Highway system
- United States Numbered Highway System; List; Special; Divided;

= Special routes of U.S. Route 87 =

Highway system

Several special routes of U.S. Route 87 exist. In order from south to north they are as follows.

==Texas==

There are six current, and one former, business routes for US 87 in Texas. In addition, there was several special routes along former US 87 sections in the state.

==Wyoming==

===Cheyenne business loop===

U.S. Route 87 Business is a business route signed in the Cheyenne, Wyoming. This road is entirely concurrent with Interstate 25 Business Loop.

===Wheatland business loop===

U.S. Route 87 Business is a business route signed in the Wheatland, Wyoming. This road is entirely concurrent with Interstate 25 Business Loop.

===Douglas business loop===

U.S. Route 87 Business is a business route signed in the Douglas, Wyoming. This road is entirely concurrent with Interstate 25 Business Loop, U.S. Route 20 Business, and U.S. Route 26 Business.

===Casper business loop===

U.S. Route 87 Business is a business route signed in the Casper, Wyoming. This road is entirely concurrent with Interstate 25 Business Loop, as well as partially concurrent with U.S. Route 20 Business, and U.S. Route 26 Business.

===Buffalo business loop===

U.S. Route 87 Business is a business route signed in the Buffalo, Wyoming.

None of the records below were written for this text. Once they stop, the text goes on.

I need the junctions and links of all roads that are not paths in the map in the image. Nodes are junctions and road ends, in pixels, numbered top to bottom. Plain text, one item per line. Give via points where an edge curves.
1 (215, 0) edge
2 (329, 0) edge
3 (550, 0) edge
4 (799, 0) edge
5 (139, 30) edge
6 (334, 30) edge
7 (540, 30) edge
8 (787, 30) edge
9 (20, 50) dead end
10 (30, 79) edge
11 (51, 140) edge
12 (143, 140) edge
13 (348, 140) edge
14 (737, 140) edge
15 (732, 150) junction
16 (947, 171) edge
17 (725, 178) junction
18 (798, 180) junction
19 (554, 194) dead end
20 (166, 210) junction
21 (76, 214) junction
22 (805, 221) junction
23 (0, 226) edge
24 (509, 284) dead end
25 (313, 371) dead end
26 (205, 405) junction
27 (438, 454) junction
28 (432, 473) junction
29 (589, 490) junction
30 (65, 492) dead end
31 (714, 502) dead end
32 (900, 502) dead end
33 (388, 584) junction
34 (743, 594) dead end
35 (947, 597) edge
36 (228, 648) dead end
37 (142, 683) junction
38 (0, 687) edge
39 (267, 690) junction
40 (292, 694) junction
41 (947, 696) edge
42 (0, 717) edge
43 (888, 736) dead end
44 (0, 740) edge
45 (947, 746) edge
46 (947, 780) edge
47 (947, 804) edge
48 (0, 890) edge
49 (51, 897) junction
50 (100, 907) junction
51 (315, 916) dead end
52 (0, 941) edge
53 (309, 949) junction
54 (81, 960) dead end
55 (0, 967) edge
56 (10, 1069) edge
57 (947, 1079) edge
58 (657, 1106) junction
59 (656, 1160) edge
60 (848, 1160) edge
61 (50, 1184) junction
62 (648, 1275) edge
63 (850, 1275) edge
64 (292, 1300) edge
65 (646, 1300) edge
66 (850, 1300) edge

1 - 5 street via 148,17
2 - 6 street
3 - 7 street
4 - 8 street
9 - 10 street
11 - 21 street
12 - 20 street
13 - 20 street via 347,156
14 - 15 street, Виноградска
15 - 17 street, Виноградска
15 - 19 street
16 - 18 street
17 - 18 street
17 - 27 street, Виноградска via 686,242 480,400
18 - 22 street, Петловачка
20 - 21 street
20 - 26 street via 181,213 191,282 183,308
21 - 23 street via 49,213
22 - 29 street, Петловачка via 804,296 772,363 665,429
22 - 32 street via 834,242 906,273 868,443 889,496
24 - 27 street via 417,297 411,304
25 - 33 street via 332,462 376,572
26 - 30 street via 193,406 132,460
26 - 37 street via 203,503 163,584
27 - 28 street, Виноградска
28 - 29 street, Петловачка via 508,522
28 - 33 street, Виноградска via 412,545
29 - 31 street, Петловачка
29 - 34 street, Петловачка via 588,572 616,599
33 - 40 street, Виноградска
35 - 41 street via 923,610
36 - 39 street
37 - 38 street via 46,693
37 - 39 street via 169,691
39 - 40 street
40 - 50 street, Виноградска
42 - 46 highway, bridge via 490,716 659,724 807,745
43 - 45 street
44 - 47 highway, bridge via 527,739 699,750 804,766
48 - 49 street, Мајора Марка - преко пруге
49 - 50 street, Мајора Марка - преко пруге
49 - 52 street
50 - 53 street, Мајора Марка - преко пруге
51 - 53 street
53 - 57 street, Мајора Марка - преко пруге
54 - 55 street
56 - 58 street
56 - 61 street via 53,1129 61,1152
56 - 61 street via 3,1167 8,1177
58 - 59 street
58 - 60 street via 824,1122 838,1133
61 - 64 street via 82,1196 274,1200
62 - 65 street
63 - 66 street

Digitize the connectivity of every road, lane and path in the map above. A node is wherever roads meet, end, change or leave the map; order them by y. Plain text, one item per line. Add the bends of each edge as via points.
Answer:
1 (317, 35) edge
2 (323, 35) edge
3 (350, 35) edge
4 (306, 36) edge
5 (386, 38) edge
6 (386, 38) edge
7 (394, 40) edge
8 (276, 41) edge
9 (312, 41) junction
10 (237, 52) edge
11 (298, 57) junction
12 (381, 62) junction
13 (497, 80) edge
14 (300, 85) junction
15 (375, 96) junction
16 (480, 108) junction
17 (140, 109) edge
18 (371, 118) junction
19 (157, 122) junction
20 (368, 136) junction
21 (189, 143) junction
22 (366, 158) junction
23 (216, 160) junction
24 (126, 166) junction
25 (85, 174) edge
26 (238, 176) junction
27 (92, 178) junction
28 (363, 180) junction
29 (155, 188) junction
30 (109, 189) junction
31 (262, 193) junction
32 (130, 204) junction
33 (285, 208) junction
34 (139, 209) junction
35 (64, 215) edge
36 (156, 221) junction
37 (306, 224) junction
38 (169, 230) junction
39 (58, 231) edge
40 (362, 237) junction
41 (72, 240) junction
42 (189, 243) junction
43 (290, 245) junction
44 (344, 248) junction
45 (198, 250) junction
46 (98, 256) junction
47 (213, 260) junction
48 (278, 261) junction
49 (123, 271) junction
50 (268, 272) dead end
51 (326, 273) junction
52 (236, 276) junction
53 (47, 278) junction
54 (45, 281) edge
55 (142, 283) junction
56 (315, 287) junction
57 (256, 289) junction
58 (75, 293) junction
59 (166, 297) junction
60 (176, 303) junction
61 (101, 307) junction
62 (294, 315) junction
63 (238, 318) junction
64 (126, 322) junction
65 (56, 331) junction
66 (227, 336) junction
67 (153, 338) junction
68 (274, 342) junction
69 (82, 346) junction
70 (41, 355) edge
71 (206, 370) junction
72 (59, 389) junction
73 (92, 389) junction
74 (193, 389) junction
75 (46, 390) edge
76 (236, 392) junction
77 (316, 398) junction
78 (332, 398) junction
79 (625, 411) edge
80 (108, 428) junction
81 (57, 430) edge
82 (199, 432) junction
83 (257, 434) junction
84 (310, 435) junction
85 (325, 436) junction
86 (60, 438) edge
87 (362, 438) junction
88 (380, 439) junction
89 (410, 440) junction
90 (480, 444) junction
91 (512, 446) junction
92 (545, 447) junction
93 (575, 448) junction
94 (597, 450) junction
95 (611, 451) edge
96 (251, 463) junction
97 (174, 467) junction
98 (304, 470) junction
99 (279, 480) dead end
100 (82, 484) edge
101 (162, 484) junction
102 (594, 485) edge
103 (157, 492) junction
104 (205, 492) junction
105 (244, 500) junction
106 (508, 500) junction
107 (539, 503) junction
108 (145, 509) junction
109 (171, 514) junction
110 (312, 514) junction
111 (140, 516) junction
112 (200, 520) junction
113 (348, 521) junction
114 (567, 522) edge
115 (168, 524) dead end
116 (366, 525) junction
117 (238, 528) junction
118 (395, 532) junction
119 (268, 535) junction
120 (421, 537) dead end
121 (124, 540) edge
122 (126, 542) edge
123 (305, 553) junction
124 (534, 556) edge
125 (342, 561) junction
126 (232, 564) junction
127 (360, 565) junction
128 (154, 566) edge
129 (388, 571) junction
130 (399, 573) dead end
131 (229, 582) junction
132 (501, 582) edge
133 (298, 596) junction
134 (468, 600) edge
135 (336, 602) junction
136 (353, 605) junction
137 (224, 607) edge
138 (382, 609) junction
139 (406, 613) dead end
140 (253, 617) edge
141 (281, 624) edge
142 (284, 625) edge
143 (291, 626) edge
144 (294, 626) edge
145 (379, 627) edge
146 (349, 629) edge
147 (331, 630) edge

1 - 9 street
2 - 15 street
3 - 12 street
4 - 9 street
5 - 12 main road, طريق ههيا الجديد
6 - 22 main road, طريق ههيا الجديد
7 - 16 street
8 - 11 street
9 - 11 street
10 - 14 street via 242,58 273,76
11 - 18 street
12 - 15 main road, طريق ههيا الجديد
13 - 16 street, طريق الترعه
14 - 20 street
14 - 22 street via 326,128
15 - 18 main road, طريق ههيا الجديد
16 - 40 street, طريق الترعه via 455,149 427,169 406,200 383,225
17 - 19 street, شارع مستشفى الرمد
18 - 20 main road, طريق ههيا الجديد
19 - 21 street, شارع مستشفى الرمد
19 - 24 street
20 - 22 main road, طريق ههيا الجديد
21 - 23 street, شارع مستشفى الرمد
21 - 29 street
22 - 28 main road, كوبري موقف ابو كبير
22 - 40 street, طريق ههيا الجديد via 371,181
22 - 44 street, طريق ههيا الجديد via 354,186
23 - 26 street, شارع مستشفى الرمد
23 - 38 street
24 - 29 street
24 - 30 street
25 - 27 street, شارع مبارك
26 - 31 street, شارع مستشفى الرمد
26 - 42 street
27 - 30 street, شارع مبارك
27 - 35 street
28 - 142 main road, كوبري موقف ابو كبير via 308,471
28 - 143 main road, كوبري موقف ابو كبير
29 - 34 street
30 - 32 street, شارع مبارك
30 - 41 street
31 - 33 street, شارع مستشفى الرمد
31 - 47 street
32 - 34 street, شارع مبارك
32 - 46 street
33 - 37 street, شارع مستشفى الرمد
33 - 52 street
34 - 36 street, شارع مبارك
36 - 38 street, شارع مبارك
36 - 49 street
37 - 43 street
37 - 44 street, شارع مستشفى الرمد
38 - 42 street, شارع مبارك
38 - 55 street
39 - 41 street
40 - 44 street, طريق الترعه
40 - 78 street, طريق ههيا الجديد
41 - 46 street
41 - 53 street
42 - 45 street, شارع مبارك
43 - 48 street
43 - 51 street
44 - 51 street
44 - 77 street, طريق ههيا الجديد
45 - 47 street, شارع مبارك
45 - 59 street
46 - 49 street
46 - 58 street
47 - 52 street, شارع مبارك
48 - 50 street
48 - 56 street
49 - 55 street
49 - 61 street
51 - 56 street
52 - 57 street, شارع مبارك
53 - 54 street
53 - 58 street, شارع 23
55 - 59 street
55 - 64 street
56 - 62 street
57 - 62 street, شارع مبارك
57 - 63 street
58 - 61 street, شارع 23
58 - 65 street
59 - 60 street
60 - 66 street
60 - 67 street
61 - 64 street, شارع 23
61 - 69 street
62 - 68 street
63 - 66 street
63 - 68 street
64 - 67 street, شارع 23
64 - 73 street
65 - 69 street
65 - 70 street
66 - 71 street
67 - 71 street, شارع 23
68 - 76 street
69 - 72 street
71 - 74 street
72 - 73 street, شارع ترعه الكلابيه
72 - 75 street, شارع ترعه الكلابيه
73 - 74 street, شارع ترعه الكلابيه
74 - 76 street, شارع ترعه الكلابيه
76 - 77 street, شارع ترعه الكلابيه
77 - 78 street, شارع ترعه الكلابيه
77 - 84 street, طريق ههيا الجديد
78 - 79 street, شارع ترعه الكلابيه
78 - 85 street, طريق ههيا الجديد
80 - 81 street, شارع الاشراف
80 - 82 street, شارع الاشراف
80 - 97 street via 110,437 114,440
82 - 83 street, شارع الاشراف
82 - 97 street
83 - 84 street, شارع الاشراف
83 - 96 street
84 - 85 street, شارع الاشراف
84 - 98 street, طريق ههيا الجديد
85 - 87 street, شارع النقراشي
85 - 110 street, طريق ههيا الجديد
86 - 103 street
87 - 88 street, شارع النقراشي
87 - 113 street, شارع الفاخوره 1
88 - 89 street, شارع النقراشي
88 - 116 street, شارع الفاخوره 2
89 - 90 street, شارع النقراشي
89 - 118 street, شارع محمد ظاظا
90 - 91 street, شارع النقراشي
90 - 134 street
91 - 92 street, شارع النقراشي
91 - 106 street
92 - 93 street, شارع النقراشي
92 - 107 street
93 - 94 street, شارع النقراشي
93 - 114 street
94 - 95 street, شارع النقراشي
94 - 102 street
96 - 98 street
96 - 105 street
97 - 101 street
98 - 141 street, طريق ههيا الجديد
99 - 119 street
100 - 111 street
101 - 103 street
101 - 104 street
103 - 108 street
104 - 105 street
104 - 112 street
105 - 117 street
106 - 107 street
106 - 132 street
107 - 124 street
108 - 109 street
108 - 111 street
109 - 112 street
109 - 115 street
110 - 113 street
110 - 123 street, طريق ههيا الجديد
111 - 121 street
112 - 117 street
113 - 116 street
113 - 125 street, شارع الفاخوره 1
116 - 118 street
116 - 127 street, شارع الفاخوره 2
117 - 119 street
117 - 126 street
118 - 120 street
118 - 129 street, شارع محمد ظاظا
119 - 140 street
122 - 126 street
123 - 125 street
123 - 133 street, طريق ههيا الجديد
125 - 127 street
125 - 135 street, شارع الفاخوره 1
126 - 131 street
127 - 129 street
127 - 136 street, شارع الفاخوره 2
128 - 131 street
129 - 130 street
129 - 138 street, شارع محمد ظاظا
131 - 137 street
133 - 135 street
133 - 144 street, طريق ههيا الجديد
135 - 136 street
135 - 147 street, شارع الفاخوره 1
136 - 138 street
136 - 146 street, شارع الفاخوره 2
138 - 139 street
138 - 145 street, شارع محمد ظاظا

This road is entirely concurrent with Interstate 25 Business Loop and partially concurrent with Interstate 90 Business Loop.

===Sheridan business loop===

U.S. Route 87 Business is a business route signed in the Sheridan, Wyoming. This road is entirely concurrent with Interstate 90 Business Loop and U.S. Route 14 Business.

==Montana==

===Lewistown bypass===

U.S. Highway 87 Bypass (US 87 Byp.) in Lewistown, also known as the Truck Bypass, is an unsigned highway follows the northern and western edge of the city. The route begins at Main Street (US 87/MT 200), just east of downtown, and follows 1st Avenue North to Kendall Road (US 191 north), where the roadway turns westward becoming 6th Avenue North and also becomes part of US 191. Just west of Lewistown, the roadway turns southwest and re-joins US 87/MT 200. US 87 Byp. is unsigned as the majority of the route is signed as part of US 191. It is known internally by Montana Department of Transportation as part of Corridor N-43 (C000043) and N-75 (C000075).

===Great Falls bypass===

U.S. Highway 87 Bypass (US 87 Byp.) exists on the eastern and northern edge of Great Falls. The route begins at 10th Avenue South (US 87/US 89/MT 3/MT 200) west of Malmstrom Air Force Base along 57th Street South and runs south to north. Just south of the intersection with 2nd Avenue North the name of the road changes to 57th Street North. At 10th Avenue North, the street name changes to River Drive North, then curves towards the west as it crosses a bridge over a former Milwaukee Road railroad line. The route heads straight west until after the intersection of North Park Trail where it curves to the northwest. After a railroad crossing and the entrance to Giant Springs State Park and the Lewis and Clark Interpretive Center, the road curves to the southwest, generally following the south bank of the Missouri River. US 87 Byp. ends at US 87 south of the 15th Street Bridge, but River Drive North continues along the Missouri River through Riverside Park. It is known internally by Montana Department of Transportation as Corridor N-102 (C005205).